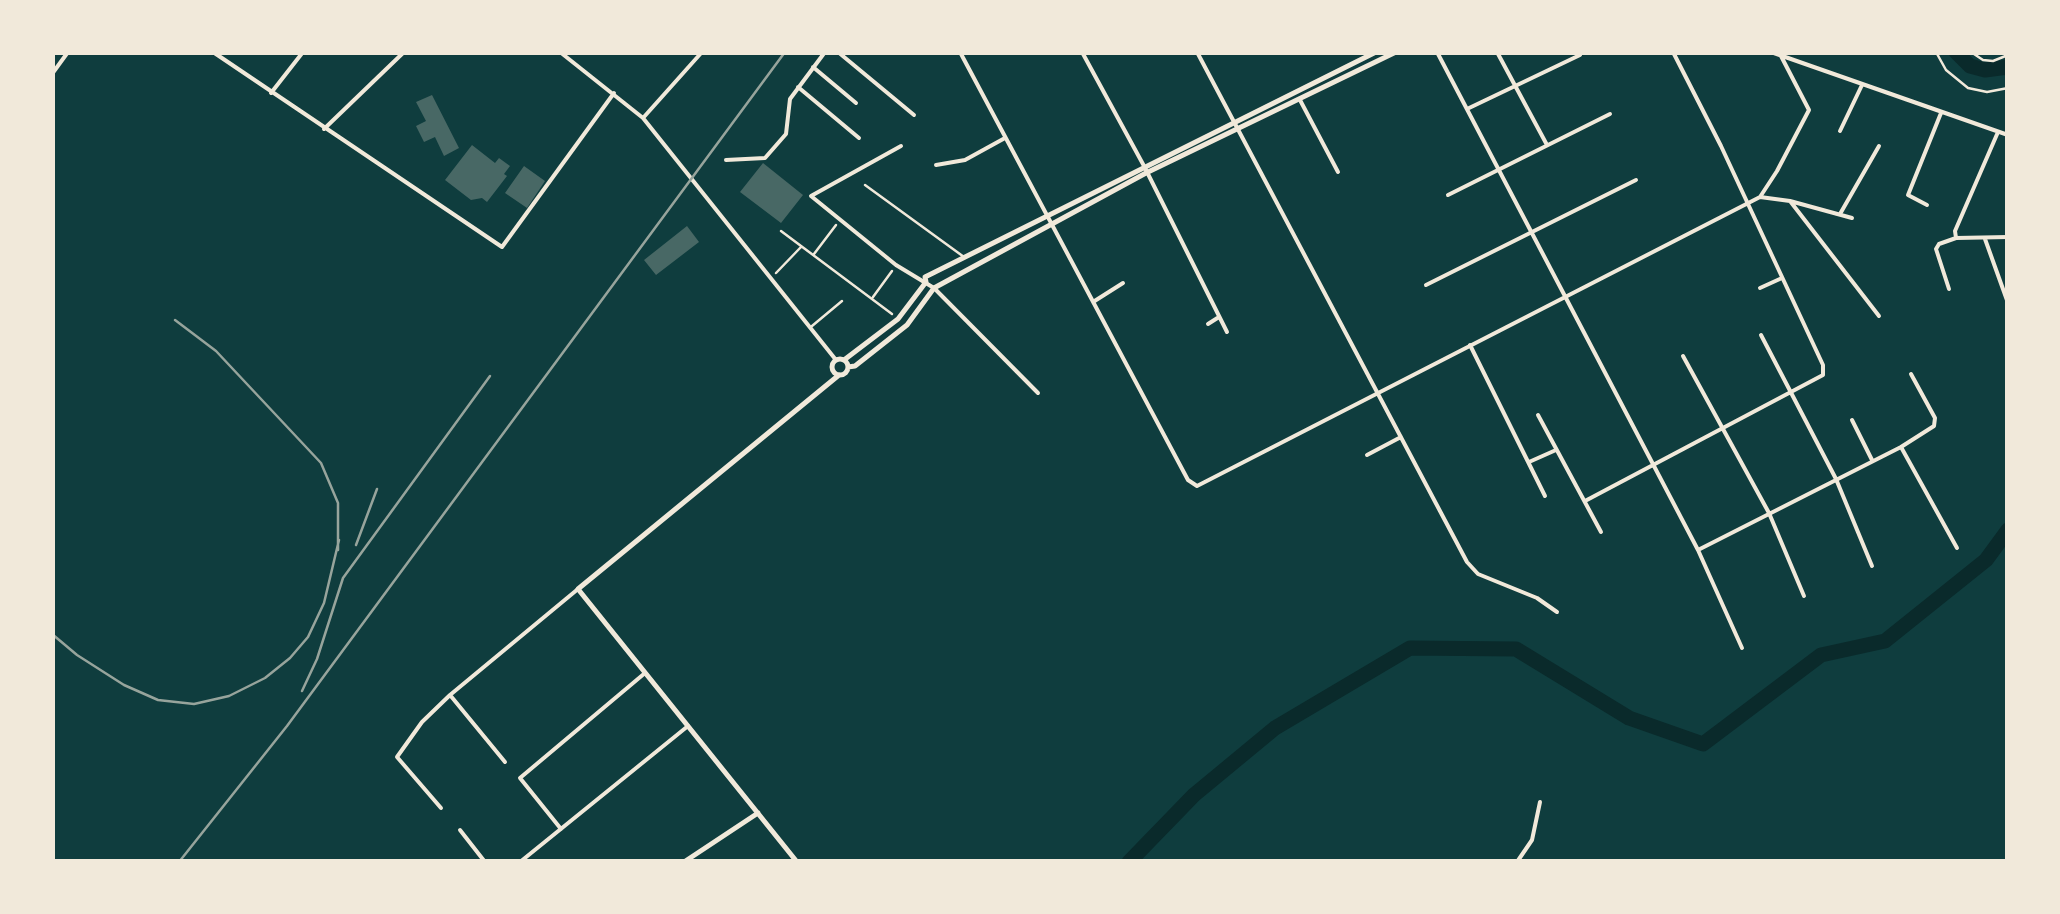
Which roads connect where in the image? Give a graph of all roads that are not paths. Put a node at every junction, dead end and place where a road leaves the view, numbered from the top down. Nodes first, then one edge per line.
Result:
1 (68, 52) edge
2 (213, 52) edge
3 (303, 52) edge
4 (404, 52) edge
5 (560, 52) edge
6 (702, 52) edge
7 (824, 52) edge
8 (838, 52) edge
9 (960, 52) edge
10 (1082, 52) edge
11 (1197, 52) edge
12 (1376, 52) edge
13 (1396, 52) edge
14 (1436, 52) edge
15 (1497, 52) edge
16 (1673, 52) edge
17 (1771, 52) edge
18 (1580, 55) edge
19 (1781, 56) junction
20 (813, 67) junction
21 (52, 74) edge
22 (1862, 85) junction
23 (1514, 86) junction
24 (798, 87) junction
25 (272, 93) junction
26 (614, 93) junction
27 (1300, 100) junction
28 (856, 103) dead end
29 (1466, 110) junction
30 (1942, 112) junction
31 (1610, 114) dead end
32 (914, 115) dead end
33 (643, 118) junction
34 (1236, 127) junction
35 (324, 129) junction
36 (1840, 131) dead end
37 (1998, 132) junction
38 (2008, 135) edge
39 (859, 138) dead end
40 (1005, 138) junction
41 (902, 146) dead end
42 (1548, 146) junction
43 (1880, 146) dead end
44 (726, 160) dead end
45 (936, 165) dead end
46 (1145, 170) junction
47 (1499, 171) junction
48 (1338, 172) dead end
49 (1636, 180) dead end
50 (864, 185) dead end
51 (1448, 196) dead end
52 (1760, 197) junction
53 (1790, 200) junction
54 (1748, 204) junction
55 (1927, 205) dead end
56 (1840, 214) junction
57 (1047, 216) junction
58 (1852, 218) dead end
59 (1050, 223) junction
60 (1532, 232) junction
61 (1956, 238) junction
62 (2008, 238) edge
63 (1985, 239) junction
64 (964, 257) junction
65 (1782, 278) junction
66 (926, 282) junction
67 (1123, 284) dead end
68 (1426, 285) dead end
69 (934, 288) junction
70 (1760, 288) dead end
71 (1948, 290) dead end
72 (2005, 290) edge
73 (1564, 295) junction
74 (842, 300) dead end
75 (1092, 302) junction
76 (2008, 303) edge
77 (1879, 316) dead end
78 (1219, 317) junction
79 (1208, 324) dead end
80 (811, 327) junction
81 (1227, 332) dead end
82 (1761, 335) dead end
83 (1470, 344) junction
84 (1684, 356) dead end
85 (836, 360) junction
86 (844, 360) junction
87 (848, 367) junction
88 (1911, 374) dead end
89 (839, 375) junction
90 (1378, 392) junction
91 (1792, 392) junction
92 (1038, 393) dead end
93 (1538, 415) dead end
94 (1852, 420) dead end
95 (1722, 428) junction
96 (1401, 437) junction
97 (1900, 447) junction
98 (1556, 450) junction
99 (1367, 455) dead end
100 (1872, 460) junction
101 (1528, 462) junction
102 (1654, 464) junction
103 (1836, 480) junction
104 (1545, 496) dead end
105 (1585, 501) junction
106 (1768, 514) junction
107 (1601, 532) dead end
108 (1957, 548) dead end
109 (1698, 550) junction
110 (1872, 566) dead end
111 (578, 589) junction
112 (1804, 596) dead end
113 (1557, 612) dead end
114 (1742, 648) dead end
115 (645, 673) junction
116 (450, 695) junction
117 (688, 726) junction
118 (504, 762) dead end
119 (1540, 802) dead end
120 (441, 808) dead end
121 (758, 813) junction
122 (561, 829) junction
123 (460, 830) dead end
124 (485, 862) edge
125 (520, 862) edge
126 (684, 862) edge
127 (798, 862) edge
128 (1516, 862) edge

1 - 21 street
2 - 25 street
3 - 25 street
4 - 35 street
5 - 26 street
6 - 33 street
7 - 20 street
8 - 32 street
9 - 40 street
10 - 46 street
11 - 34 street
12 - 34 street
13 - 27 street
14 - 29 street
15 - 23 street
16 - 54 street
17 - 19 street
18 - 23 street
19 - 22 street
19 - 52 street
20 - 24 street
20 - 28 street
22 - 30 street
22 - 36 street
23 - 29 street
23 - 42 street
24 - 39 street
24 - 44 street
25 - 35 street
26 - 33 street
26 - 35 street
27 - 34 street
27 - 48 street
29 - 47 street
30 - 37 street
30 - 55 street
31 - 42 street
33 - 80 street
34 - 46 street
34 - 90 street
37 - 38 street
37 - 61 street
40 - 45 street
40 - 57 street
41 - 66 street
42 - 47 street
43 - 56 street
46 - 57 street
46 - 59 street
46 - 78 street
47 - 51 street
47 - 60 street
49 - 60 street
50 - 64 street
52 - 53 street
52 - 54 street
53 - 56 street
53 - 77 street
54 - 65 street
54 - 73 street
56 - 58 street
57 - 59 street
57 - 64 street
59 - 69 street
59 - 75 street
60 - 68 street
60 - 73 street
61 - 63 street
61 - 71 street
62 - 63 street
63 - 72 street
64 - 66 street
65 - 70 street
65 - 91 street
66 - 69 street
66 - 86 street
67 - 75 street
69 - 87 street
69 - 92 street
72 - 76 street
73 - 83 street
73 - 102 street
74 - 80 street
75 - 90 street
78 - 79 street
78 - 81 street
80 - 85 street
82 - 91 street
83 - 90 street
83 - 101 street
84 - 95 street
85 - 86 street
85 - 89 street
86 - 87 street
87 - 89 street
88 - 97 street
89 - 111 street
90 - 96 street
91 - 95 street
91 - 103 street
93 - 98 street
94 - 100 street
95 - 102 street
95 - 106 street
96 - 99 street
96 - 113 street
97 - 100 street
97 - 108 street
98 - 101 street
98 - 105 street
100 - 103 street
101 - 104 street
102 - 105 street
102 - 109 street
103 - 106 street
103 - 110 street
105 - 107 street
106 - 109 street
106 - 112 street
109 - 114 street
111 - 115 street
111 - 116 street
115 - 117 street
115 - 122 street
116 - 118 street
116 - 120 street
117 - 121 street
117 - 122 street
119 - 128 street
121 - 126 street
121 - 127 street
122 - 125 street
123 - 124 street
══════════
Exercise> Restate the material above exactly. Exclude all pictures.

Response to the exercise>
Which roads connect where in the image? Give a graph of all roads that are not paths. Put a node at every junction, dead end and place where a road leaves the view, numbered from the top down. Nodes first, then one edge per line.
Result:
1 (68, 52) edge
2 (213, 52) edge
3 (303, 52) edge
4 (404, 52) edge
5 (560, 52) edge
6 (702, 52) edge
7 (824, 52) edge
8 (838, 52) edge
9 (960, 52) edge
10 (1082, 52) edge
11 (1197, 52) edge
12 (1376, 52) edge
13 (1396, 52) edge
14 (1436, 52) edge
15 (1497, 52) edge
16 (1673, 52) edge
17 (1771, 52) edge
18 (1580, 55) edge
19 (1781, 56) junction
20 (813, 67) junction
21 (52, 74) edge
22 (1862, 85) junction
23 (1514, 86) junction
24 (798, 87) junction
25 (272, 93) junction
26 (614, 93) junction
27 (1300, 100) junction
28 (856, 103) dead end
29 (1466, 110) junction
30 (1942, 112) junction
31 (1610, 114) dead end
32 (914, 115) dead end
33 (643, 118) junction
34 (1236, 127) junction
35 (324, 129) junction
36 (1840, 131) dead end
37 (1998, 132) junction
38 (2008, 135) edge
39 (859, 138) dead end
40 (1005, 138) junction
41 (902, 146) dead end
42 (1548, 146) junction
43 (1880, 146) dead end
44 (726, 160) dead end
45 (936, 165) dead end
46 (1145, 170) junction
47 (1499, 171) junction
48 (1338, 172) dead end
49 (1636, 180) dead end
50 (864, 185) dead end
51 (1448, 196) dead end
52 (1760, 197) junction
53 (1790, 200) junction
54 (1748, 204) junction
55 (1927, 205) dead end
56 (1840, 214) junction
57 (1047, 216) junction
58 (1852, 218) dead end
59 (1050, 223) junction
60 (1532, 232) junction
61 (1956, 238) junction
62 (2008, 238) edge
63 (1985, 239) junction
64 (964, 257) junction
65 (1782, 278) junction
66 (926, 282) junction
67 (1123, 284) dead end
68 (1426, 285) dead end
69 (934, 288) junction
70 (1760, 288) dead end
71 (1948, 290) dead end
72 (2005, 290) edge
73 (1564, 295) junction
74 (842, 300) dead end
75 (1092, 302) junction
76 (2008, 303) edge
77 (1879, 316) dead end
78 (1219, 317) junction
79 (1208, 324) dead end
80 (811, 327) junction
81 (1227, 332) dead end
82 (1761, 335) dead end
83 (1470, 344) junction
84 (1684, 356) dead end
85 (836, 360) junction
86 (844, 360) junction
87 (848, 367) junction
88 (1911, 374) dead end
89 (839, 375) junction
90 (1378, 392) junction
91 (1792, 392) junction
92 (1038, 393) dead end
93 (1538, 415) dead end
94 (1852, 420) dead end
95 (1722, 428) junction
96 (1401, 437) junction
97 (1900, 447) junction
98 (1556, 450) junction
99 (1367, 455) dead end
100 (1872, 460) junction
101 (1528, 462) junction
102 (1654, 464) junction
103 (1836, 480) junction
104 (1545, 496) dead end
105 (1585, 501) junction
106 (1768, 514) junction
107 (1601, 532) dead end
108 (1957, 548) dead end
109 (1698, 550) junction
110 (1872, 566) dead end
111 (578, 589) junction
112 (1804, 596) dead end
113 (1557, 612) dead end
114 (1742, 648) dead end
115 (645, 673) junction
116 (450, 695) junction
117 (688, 726) junction
118 (504, 762) dead end
119 (1540, 802) dead end
120 (441, 808) dead end
121 (758, 813) junction
122 (561, 829) junction
123 (460, 830) dead end
124 (485, 862) edge
125 (520, 862) edge
126 (684, 862) edge
127 (798, 862) edge
128 (1516, 862) edge

1 - 21 street
2 - 25 street
3 - 25 street
4 - 35 street
5 - 26 street
6 - 33 street
7 - 20 street
8 - 32 street
9 - 40 street
10 - 46 street
11 - 34 street
12 - 34 street
13 - 27 street
14 - 29 street
15 - 23 street
16 - 54 street
17 - 19 street
18 - 23 street
19 - 22 street
19 - 52 street
20 - 24 street
20 - 28 street
22 - 30 street
22 - 36 street
23 - 29 street
23 - 42 street
24 - 39 street
24 - 44 street
25 - 35 street
26 - 33 street
26 - 35 street
27 - 34 street
27 - 48 street
29 - 47 street
30 - 37 street
30 - 55 street
31 - 42 street
33 - 80 street
34 - 46 street
34 - 90 street
37 - 38 street
37 - 61 street
40 - 45 street
40 - 57 street
41 - 66 street
42 - 47 street
43 - 56 street
46 - 57 street
46 - 59 street
46 - 78 street
47 - 51 street
47 - 60 street
49 - 60 street
50 - 64 street
52 - 53 street
52 - 54 street
53 - 56 street
53 - 77 street
54 - 65 street
54 - 73 street
56 - 58 street
57 - 59 street
57 - 64 street
59 - 69 street
59 - 75 street
60 - 68 street
60 - 73 street
61 - 63 street
61 - 71 street
62 - 63 street
63 - 72 street
64 - 66 street
65 - 70 street
65 - 91 street
66 - 69 street
66 - 86 street
67 - 75 street
69 - 87 street
69 - 92 street
72 - 76 street
73 - 83 street
73 - 102 street
74 - 80 street
75 - 90 street
78 - 79 street
78 - 81 street
80 - 85 street
82 - 91 street
83 - 90 street
83 - 101 street
84 - 95 street
85 - 86 street
85 - 89 street
86 - 87 street
87 - 89 street
88 - 97 street
89 - 111 street
90 - 96 street
91 - 95 street
91 - 103 street
93 - 98 street
94 - 100 street
95 - 102 street
95 - 106 street
96 - 99 street
96 - 113 street
97 - 100 street
97 - 108 street
98 - 101 street
98 - 105 street
100 - 103 street
101 - 104 street
102 - 105 street
102 - 109 street
103 - 106 street
103 - 110 street
105 - 107 street
106 - 109 street
106 - 112 street
109 - 114 street
111 - 115 street
111 - 116 street
115 - 117 street
115 - 122 street
116 - 118 street
116 - 120 street
117 - 121 street
117 - 122 street
119 - 128 street
121 - 126 street
121 - 127 street
122 - 125 street
123 - 124 street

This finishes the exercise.